Cette foule déambulait au milieu d'un tombeau d'âmes humaines dont certaines étaient sûrement présentes depuis des dizaines d'années. Mais aucun, parmi ces tuniques blanches, ne semblait ressentir ce qui se passait tout autour de ce cortège.

Presque tous les arbres que Perrine frôlait remplissaient le coeur de la jeune femme d'une douce nostalgie. Il y avait des rires, des pleurs, des cris et des questions. Des milliers d'âmes s'accordaient sur une même mélodie pour raconter tour à tour leurs principaux souvenirs. La mémoire fait l'âme, les souvenirs sont des briques liées par les sentiments. Il ne leur restait plus rien que cela. Même plus de corps pour leur tenir chaud, seule l'écorce du bois autour de leur âme dénudée.

Était-ce pareil sur terre ? Ces âmes dont les corps étaient enfermés dans des cercueils, que devenaient-elles ? Et celles dont les corps étaient brûlés ? Un dieu s'occupait-il d'elles ou se perdaient-elles comme celles d'Iziria ?

Un étrange silence régnait dans cette forêt qui paraissait à la fois si vivante et paradoxalement si... morte. Perrine frissonna. Toutes ses questions tourbillonnaient dans son esprit sans trouver de réponse.
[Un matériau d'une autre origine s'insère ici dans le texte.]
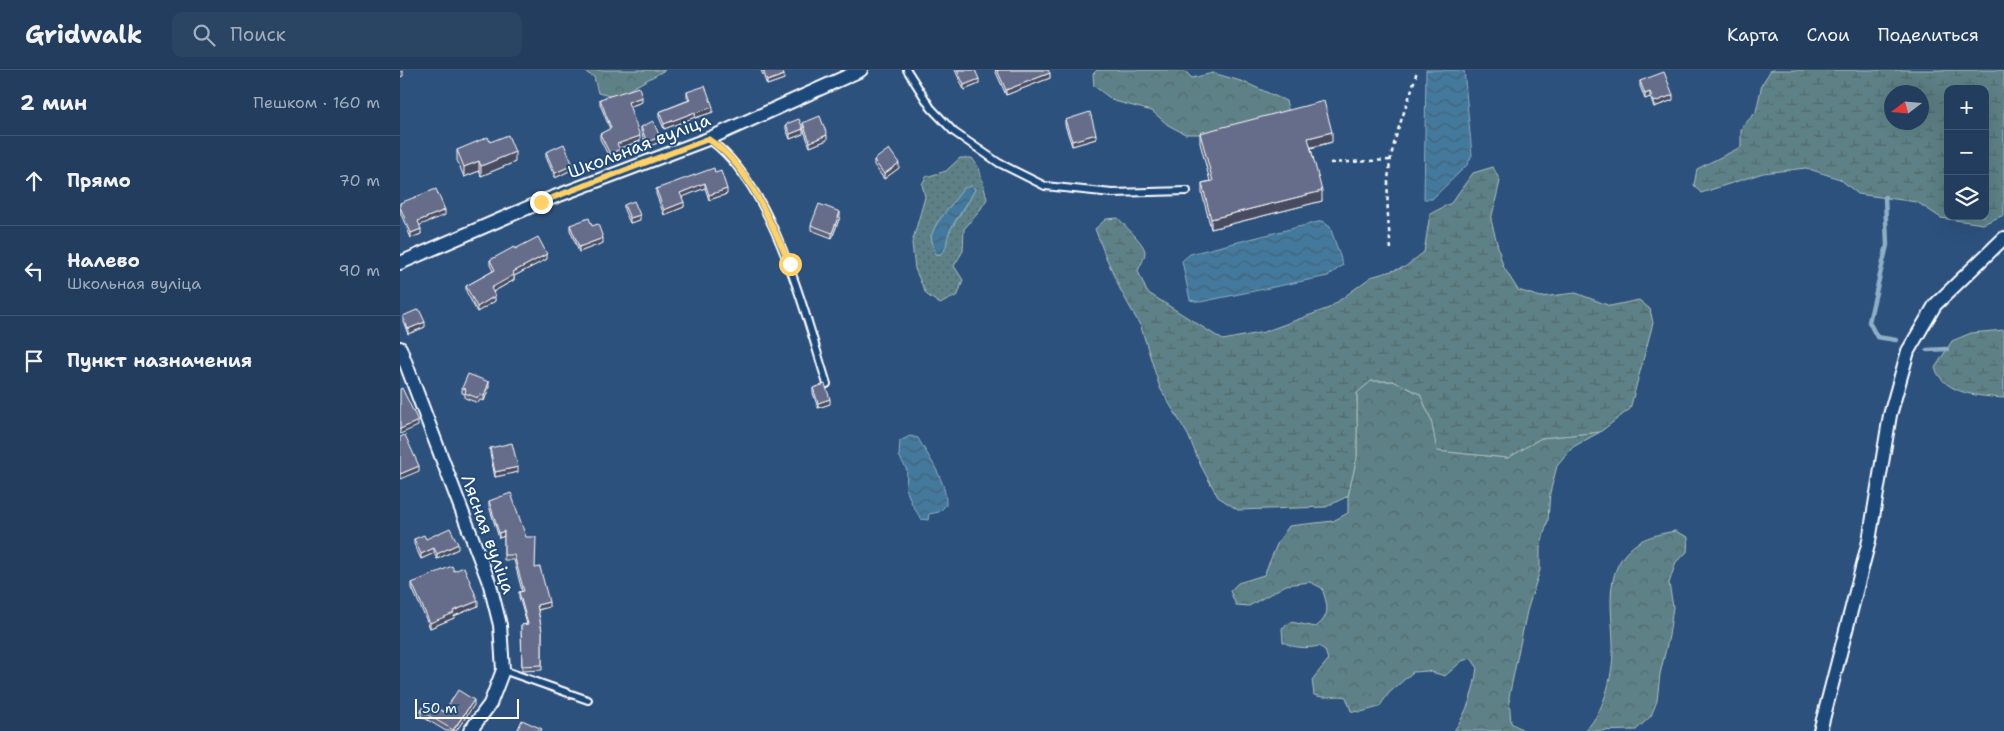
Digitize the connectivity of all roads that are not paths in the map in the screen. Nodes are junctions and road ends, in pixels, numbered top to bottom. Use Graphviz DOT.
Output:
graph roads {
  1 [pos="861,70"];
  2 [pos="907,70"];
  3 [pos="708,139"];
  4 [pos="1187,191"];
  5 [pos="2004,238"];
  6 [pos="400,263"];
  7 [pos="400,348"];
  8 [pos="828,384"];
  9 [pos="503,670"];
  10 [pos="588,700"];
  11 [pos="470,731"];
  12 [pos="1820,731"];
  1 -- 3 [label="street, Школьная вуліца"];
  2 -- 4 [label="lane"];
  3 -- 6 [label="street, Школьная вуліца"];
  3 -- 8 [label="lane"];
  5 -- 12 [label="street"];
  7 -- 9 [label="street, Лясная вуліца"];
  9 -- 10 [label="lane"];
  9 -- 11 [label="street, Лясная вуліца"];
}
Elle eut la sensation que le fil qui la retenait dans la réalité venait de céder, et qu'elle tombait, tombait, tombait... sans jamais percuter le sol. Prendre conscience de la fragilité de la vie apporte son lot de peur et d'angoisse. D'un seul coup, on sait que chaque minute est essentielle, que tout ce qu'on fait devrait avoir un but pour nous ou pour les autres, sinon quel intérêt y a-t-il à se lever ?

La jeune femme se souvint de sa vie sur terre, de ses jours monotones à essayer d'avoir une vie, sans pour autant vivre vraiment. "Que nous apprend-t-on là-bas ? À être bien sage, à respecter les règles, à rester dans une case ? Et même lorsqu'on pense braver tout cela, n'est-ce pas au final ce que la société a toujours voulu de nous ? Comment être sûr de suivre nos propres choix ?" Les nombreuses âmes qui résidaient dans ces arbres avaient-elles la réponse ?

Des murmures s'élevèrent soudain de la foule et tirèrent Perrine de ses réflexions. Kian, jusque-là à ses côtés, s'était volatilisé, tandis qu'Yna avançait en direction de la tête du cortège. Elle fit signe à ses deux suivantes de l'accompagner. Une allée de toges blanches se dressa rapidement devant elles et leur donna accès à un des arbres les plus minces de cette forêt. Il avait bien grandi et s'était épanoui, mais quelque chose perturba Perrine lorsqu'elle leva les yeux sur lui : cet arbre était vide. Elle le sentait au plus profond d'elle-même, une solitude infondée l'avait envahie et était en train de la ronger. Cet arbre était vide. Dépourvu de toute âme, il grandissait comme un mouton noir parmi un troupeau blanc, avec à ses pieds, un tapis de roses blanches qui commémoraient une âme fantôme. Car Kian était en vie ! Et cette foule, ces parents debout près de l'arbre ainsi que ce frère, stoïque à leur côté, tous pleuraient un homme bien vivant. Alors tandis qu'Yna déposait sa fleur avec les autres, Perrine se retourna et chercha Kian des yeux. Il était dans la foule, elle le sentait, juste là. Les yeux larmoyants de colère de la jeune femme agrippèrent un regard inexpressif. Comment pouvait-il faire cela à sa famille ?! Comment parvenait-il à rester silencieux après avoir disparu sans laisser de trace ? Comment pouvait-il leur faire croire qu'il était mort, qu'il ne reviendrait jamais... !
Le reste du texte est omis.